What is being asked: Across the entries below, how many lines contain the string "Bill"? Only the number is wanted.

[Stored data entries]
┌────────
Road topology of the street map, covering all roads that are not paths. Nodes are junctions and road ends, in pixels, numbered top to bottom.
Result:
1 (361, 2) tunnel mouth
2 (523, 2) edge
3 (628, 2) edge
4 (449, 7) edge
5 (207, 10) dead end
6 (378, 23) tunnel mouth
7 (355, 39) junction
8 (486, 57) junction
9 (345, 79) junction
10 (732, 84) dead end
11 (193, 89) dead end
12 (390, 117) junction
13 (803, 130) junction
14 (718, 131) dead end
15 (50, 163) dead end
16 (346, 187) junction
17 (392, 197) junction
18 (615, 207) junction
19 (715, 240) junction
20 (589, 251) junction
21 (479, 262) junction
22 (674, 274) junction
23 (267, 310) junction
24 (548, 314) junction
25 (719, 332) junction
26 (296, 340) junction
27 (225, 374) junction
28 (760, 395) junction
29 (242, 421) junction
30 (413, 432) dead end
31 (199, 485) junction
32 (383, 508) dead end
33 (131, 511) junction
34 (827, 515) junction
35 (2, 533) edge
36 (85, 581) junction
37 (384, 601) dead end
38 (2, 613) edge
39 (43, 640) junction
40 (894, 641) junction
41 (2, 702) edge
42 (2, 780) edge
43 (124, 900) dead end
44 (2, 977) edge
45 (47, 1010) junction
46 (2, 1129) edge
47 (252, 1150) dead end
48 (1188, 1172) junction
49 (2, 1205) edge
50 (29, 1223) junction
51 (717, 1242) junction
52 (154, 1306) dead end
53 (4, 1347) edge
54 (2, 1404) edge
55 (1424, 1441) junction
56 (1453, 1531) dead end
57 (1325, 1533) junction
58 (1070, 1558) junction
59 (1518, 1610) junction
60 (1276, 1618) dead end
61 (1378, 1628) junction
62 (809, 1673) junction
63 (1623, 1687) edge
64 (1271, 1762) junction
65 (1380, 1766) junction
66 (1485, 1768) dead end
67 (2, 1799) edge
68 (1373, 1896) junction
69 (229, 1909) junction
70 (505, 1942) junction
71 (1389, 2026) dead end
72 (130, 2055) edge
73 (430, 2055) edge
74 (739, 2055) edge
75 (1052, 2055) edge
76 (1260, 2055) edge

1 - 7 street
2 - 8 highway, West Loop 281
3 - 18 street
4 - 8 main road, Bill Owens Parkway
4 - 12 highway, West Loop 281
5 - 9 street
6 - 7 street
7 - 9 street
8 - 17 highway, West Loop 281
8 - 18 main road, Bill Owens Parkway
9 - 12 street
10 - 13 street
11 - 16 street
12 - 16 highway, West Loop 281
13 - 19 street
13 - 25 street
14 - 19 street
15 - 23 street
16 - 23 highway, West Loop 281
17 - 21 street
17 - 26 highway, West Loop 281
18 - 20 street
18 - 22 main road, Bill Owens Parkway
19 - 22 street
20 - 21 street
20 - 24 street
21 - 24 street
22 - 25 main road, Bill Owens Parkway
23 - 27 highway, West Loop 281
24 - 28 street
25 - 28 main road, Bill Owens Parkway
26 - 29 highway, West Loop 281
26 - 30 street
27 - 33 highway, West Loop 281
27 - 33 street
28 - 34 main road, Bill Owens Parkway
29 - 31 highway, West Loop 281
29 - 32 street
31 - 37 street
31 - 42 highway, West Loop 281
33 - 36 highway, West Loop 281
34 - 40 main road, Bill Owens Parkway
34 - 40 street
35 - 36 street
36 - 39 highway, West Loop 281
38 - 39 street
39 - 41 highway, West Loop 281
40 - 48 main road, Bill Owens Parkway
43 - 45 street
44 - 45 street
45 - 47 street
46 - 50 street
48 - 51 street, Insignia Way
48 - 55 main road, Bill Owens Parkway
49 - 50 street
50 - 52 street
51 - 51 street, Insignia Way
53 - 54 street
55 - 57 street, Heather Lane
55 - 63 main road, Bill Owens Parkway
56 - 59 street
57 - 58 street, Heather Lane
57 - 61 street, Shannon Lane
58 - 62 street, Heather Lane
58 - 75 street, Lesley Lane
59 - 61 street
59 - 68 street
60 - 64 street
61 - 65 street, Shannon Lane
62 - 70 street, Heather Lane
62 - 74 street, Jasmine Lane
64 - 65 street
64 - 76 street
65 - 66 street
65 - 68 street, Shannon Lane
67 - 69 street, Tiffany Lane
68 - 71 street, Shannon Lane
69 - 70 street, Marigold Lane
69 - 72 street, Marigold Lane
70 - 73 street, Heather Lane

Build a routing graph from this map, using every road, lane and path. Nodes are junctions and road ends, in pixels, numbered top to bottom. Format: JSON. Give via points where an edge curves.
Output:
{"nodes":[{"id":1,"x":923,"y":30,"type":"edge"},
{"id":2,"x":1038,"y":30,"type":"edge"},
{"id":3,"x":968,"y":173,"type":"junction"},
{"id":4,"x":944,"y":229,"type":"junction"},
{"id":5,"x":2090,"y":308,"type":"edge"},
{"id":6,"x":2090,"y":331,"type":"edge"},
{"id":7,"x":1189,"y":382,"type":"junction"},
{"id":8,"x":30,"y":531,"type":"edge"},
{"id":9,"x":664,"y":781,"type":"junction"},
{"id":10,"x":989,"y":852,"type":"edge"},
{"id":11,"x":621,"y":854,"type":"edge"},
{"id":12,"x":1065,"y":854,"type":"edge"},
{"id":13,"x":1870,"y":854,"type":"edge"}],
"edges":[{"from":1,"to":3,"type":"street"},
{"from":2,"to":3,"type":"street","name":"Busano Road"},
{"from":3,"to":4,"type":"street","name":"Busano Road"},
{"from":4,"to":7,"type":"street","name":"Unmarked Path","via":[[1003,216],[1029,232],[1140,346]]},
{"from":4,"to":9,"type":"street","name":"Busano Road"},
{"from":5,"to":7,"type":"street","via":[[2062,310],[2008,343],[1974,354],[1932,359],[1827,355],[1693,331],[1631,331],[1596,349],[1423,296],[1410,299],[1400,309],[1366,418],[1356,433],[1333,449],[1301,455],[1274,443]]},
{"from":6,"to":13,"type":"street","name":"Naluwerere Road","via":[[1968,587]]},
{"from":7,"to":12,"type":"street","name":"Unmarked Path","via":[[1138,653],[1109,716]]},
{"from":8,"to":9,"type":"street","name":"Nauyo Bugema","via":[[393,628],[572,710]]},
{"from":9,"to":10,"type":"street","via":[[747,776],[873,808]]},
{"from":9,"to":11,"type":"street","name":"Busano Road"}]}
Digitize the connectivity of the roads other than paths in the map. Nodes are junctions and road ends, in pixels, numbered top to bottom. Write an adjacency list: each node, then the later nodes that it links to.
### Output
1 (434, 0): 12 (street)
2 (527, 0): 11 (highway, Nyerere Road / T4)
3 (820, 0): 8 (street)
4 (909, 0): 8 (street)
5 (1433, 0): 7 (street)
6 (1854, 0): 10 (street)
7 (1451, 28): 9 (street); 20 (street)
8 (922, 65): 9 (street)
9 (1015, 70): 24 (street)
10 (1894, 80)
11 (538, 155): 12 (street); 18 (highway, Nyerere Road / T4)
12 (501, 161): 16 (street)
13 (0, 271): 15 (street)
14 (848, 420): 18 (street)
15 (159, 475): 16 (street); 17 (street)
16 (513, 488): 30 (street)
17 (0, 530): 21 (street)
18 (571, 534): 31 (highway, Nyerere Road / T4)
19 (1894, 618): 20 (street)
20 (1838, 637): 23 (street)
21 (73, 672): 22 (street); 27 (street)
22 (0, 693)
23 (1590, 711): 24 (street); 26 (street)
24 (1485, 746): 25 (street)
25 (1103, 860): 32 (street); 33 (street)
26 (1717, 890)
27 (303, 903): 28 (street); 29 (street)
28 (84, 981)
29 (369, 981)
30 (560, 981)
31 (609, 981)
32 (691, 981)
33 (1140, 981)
└────────
Expected output: 10